_Work instruction:_ Search the records for lines with the word "Right" and copy each match.

_Given records:_
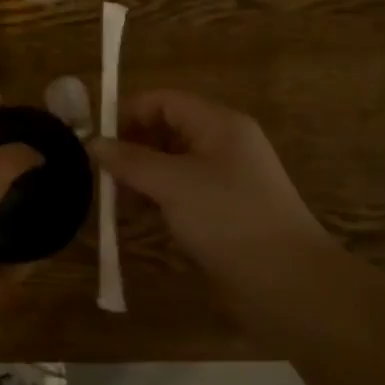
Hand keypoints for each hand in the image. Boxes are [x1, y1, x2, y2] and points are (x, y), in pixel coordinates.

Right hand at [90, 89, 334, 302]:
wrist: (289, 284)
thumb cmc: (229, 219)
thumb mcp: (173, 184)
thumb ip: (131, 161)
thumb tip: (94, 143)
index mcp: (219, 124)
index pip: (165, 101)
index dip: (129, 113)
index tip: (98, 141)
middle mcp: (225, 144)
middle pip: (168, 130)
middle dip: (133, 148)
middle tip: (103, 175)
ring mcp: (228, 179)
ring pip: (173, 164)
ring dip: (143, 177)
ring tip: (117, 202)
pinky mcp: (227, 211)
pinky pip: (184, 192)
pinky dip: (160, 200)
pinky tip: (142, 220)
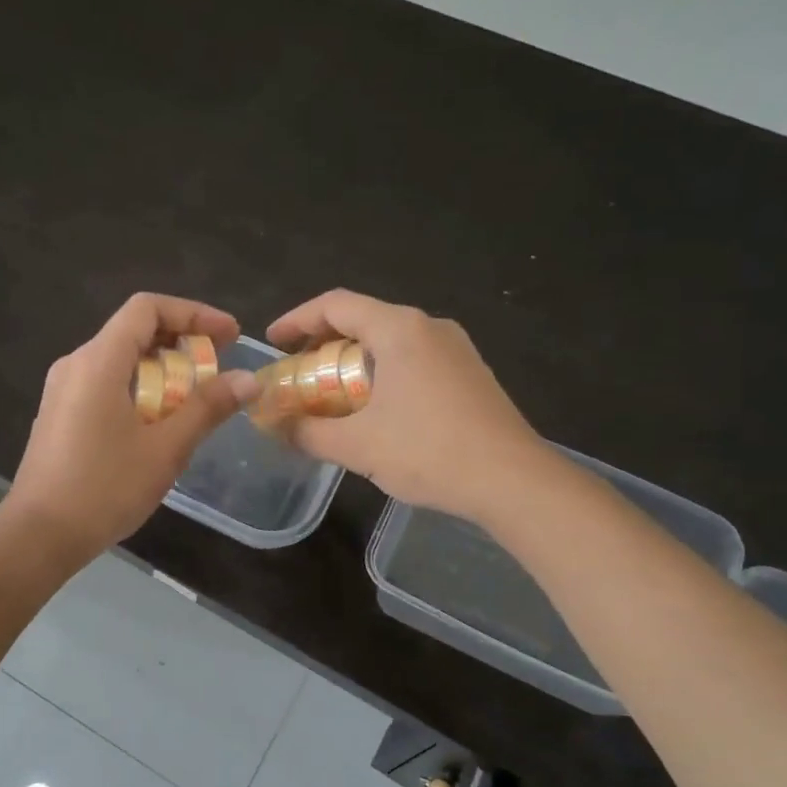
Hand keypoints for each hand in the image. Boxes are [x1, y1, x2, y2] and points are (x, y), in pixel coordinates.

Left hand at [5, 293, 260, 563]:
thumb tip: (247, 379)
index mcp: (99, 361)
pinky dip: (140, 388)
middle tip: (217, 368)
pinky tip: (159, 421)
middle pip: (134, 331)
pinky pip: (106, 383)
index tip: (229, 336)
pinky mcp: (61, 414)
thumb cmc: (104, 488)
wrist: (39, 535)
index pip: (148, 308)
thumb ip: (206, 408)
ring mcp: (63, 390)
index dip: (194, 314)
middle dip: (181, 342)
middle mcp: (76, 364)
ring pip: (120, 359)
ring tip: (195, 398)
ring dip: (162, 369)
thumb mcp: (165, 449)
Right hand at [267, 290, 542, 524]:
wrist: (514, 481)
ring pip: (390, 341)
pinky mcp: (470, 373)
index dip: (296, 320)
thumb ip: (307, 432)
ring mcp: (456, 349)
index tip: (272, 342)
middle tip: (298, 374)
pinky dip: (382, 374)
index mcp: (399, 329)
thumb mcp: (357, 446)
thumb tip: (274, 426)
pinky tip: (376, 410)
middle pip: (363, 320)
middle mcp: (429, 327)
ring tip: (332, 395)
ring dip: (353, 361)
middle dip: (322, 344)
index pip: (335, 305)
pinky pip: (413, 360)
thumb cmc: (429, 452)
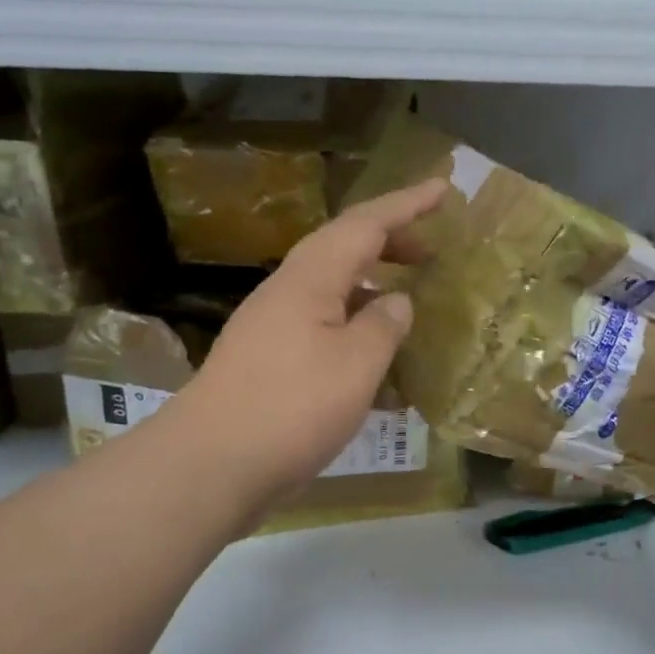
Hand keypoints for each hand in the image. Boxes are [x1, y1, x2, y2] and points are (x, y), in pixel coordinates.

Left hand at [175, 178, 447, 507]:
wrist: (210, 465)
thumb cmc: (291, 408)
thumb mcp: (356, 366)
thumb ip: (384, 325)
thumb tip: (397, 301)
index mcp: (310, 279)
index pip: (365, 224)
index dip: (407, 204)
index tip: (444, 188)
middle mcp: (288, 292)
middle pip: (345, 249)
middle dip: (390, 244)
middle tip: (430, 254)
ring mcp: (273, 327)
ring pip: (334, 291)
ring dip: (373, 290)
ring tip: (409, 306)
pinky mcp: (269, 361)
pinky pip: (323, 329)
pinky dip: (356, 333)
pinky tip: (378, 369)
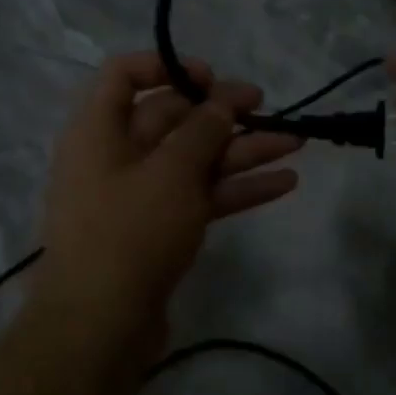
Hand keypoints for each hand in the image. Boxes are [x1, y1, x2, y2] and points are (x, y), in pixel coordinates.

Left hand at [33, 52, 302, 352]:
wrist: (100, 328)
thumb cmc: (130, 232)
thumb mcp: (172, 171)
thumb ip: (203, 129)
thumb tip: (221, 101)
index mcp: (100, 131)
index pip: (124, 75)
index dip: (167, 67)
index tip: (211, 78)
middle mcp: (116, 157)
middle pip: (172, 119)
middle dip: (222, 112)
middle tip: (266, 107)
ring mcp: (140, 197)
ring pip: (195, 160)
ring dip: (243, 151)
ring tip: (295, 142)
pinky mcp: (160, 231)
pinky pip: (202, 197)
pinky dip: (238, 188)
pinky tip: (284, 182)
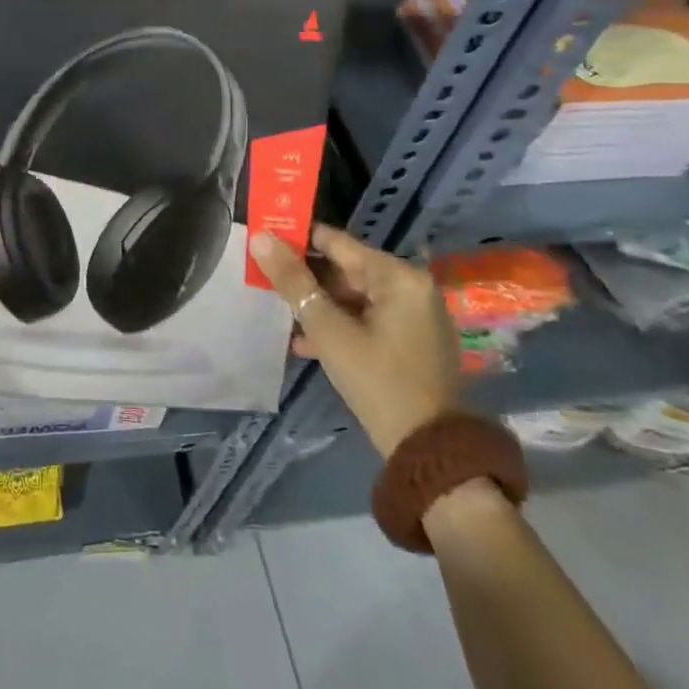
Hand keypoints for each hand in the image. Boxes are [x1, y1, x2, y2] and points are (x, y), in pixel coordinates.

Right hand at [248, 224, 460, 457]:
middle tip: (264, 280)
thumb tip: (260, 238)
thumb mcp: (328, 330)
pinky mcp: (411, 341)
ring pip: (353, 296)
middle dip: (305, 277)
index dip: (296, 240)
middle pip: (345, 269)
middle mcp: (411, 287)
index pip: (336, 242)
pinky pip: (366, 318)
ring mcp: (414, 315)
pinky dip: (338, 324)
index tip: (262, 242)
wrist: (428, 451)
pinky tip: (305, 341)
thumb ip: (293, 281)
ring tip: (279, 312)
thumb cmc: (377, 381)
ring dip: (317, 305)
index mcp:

==

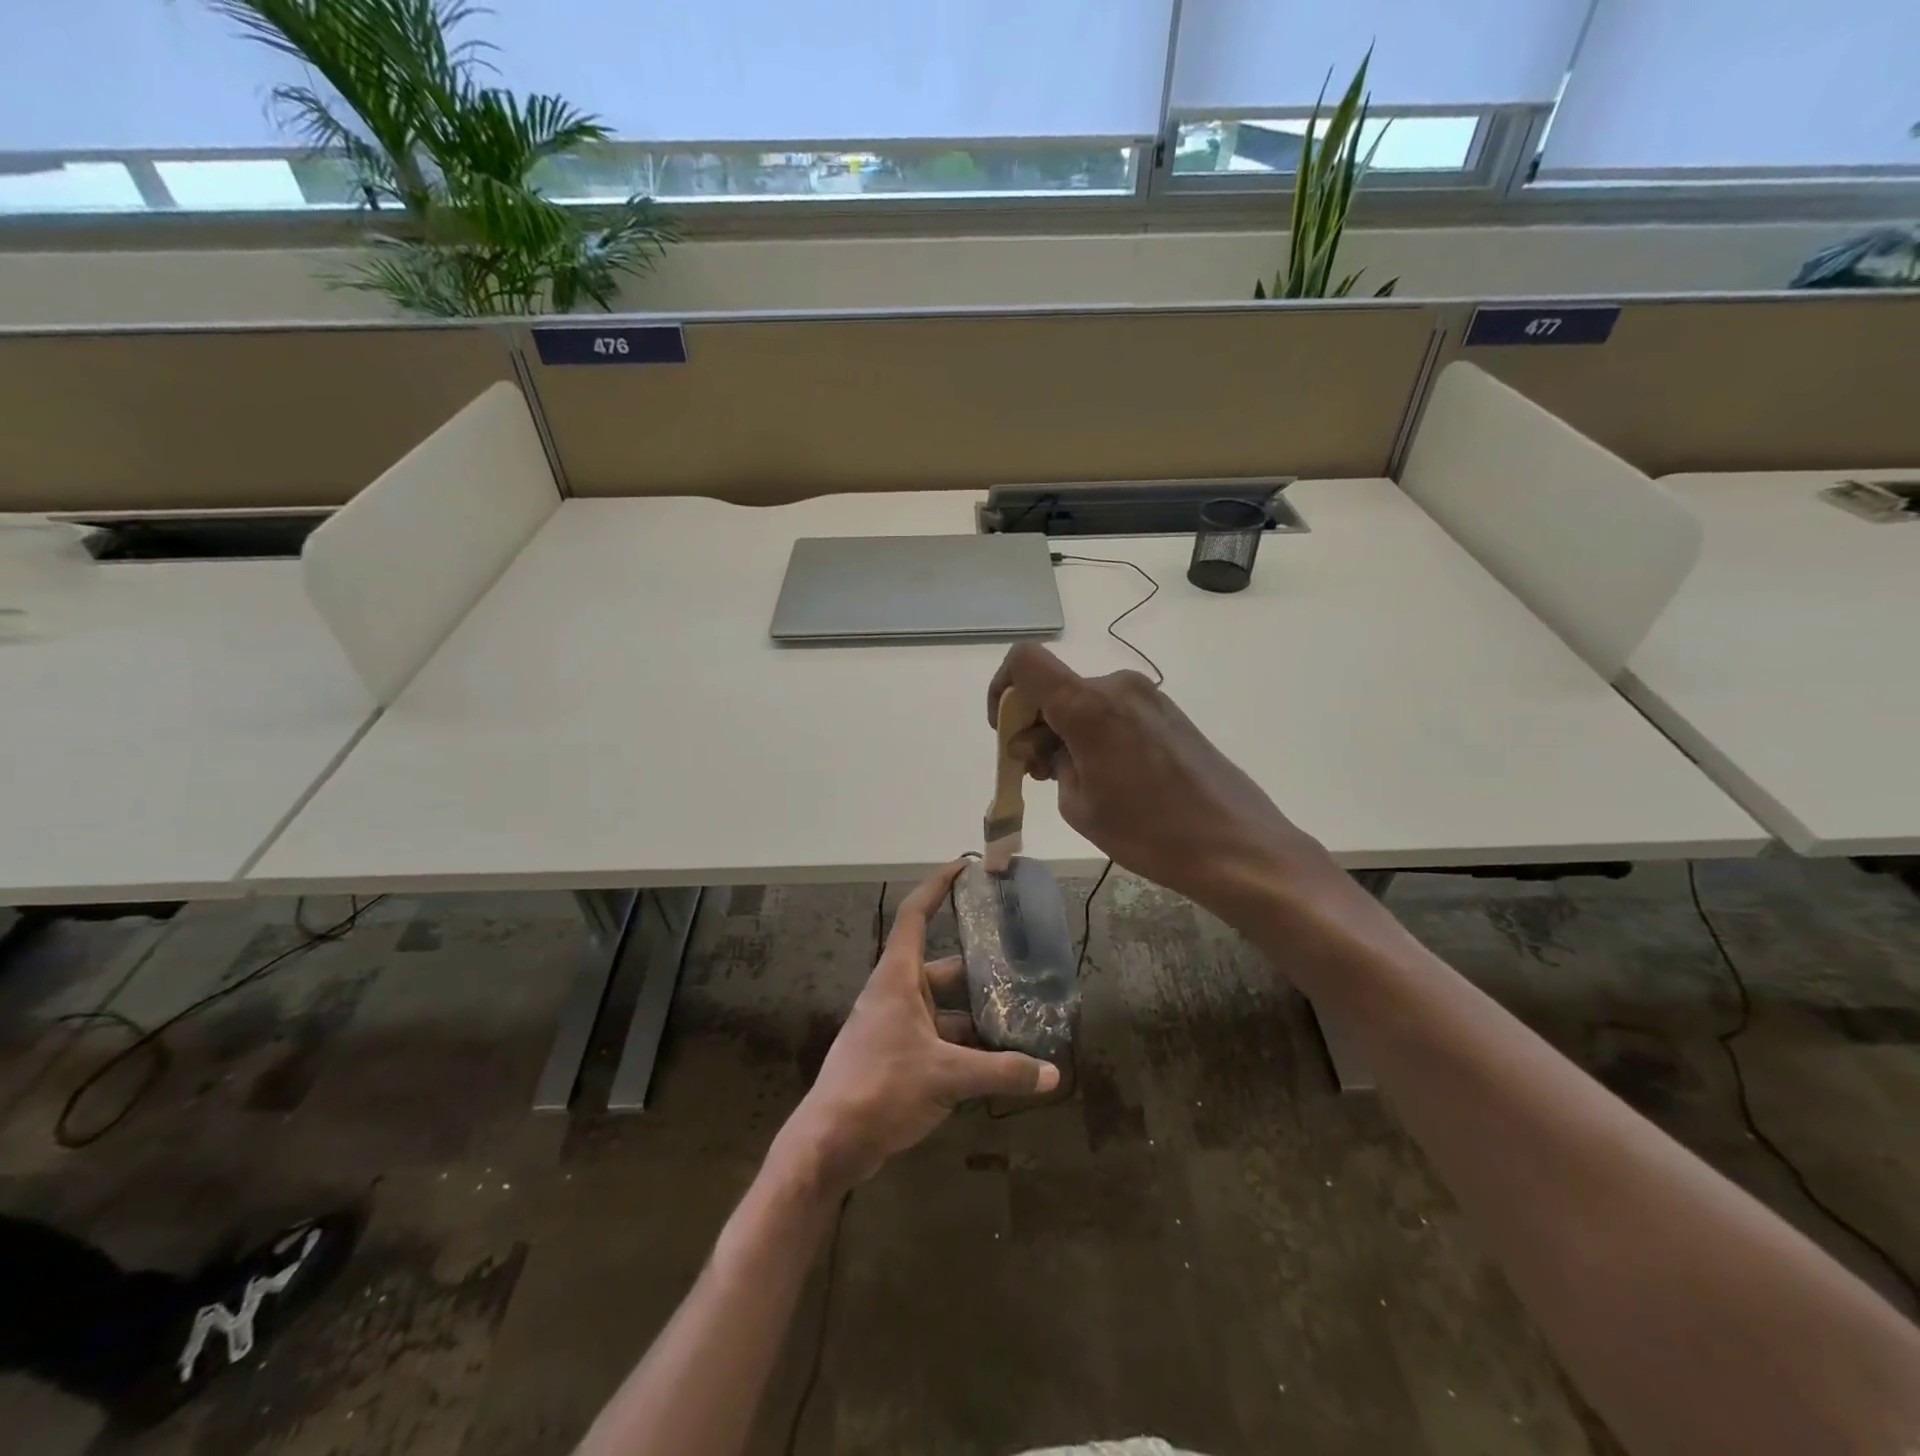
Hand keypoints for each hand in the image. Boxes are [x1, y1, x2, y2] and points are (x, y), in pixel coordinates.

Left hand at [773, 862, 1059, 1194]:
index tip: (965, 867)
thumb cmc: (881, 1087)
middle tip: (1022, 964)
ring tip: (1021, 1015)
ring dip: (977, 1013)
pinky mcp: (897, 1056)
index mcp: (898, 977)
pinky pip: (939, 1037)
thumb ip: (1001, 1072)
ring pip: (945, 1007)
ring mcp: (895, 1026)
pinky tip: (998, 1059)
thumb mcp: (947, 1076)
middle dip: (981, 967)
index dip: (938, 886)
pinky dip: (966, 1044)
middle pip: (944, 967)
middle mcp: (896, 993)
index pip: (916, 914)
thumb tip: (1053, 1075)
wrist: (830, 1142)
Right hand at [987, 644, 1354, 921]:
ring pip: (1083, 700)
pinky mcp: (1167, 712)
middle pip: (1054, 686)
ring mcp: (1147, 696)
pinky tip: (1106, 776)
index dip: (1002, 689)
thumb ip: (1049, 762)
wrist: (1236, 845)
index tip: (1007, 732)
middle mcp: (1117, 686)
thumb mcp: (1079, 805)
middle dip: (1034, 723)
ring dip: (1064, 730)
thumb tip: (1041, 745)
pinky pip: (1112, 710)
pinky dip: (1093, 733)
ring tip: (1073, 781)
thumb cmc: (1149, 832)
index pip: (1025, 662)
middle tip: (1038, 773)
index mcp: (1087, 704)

* * *

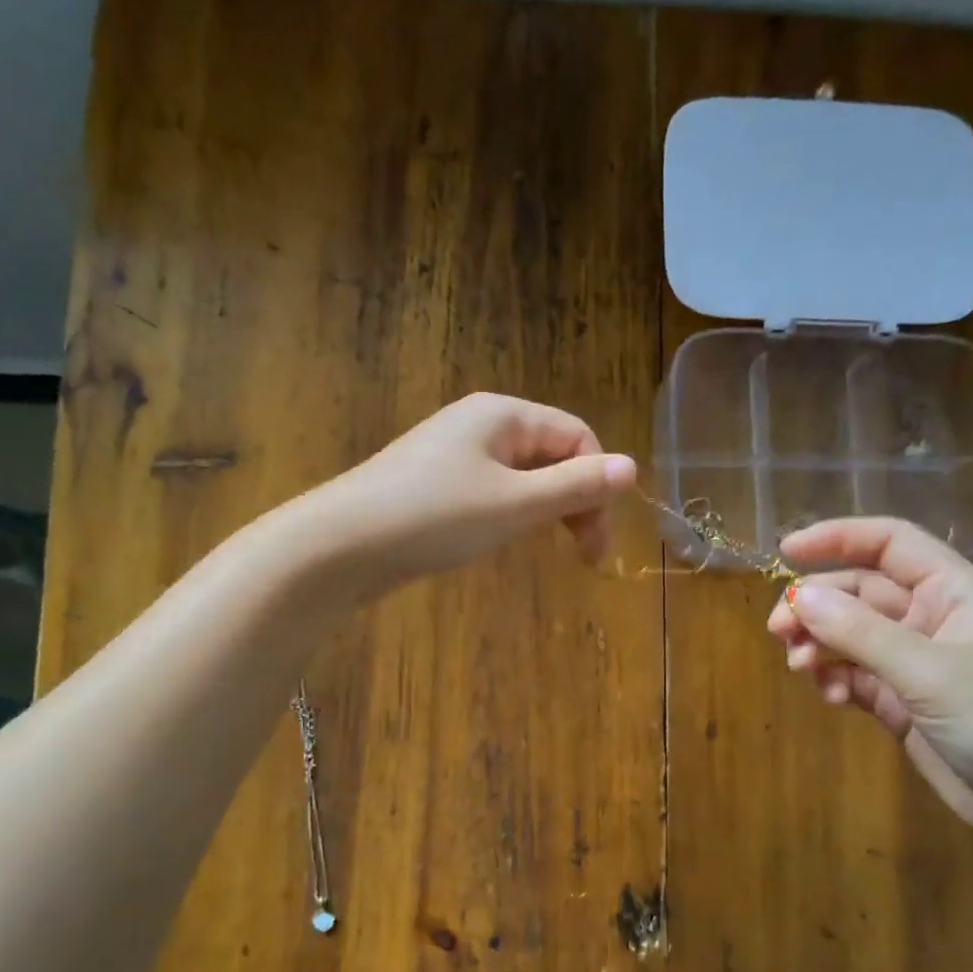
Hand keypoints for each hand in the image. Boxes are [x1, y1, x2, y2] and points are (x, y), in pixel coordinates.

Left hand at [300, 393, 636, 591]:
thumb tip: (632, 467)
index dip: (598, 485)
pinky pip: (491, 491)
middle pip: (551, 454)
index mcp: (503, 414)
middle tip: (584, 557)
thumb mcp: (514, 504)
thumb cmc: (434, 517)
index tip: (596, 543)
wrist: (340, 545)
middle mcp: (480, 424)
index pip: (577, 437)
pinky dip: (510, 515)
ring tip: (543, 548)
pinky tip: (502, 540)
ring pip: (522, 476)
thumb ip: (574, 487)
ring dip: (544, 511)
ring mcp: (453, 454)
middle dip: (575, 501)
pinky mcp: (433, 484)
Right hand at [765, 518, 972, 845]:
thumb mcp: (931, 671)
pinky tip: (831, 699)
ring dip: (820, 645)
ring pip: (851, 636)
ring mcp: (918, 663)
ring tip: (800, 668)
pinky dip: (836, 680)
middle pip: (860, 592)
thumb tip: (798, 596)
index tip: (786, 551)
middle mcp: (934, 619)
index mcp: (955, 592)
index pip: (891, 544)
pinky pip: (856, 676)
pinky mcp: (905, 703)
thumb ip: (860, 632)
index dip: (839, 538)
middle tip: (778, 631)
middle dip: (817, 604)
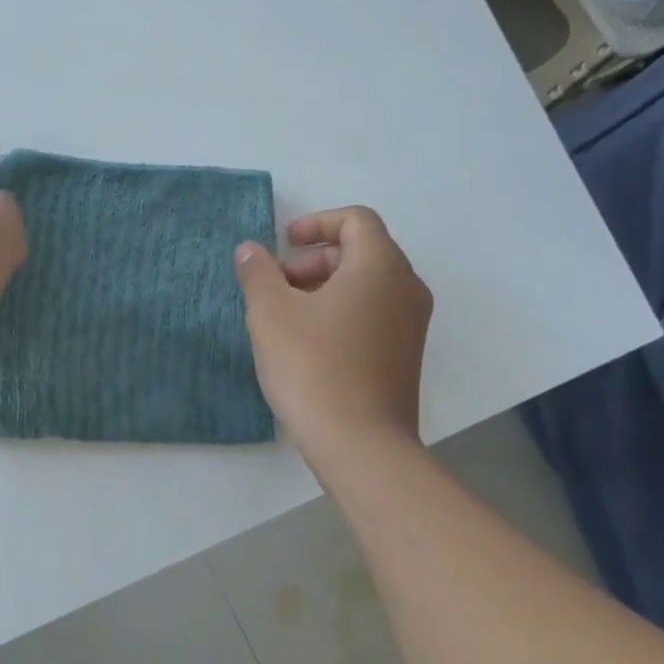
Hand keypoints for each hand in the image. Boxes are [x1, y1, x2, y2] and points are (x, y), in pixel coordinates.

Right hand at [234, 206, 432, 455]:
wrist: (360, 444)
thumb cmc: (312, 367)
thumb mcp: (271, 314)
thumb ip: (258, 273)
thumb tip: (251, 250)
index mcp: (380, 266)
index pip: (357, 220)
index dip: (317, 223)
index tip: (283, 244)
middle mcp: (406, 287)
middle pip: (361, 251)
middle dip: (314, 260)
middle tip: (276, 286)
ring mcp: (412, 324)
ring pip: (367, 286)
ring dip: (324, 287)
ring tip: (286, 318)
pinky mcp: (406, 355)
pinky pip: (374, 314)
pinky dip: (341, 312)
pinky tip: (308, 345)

_Result:_
Right hand at [90, 89, 334, 302]:
Right hand at [267, 290, 542, 524]:
Right hand at [248, 224, 460, 457]:
Right hand at [987, 644, 1354, 921]:
Right hand at [765, 518, 972, 845]:
Right hand at [234, 206, 432, 455]:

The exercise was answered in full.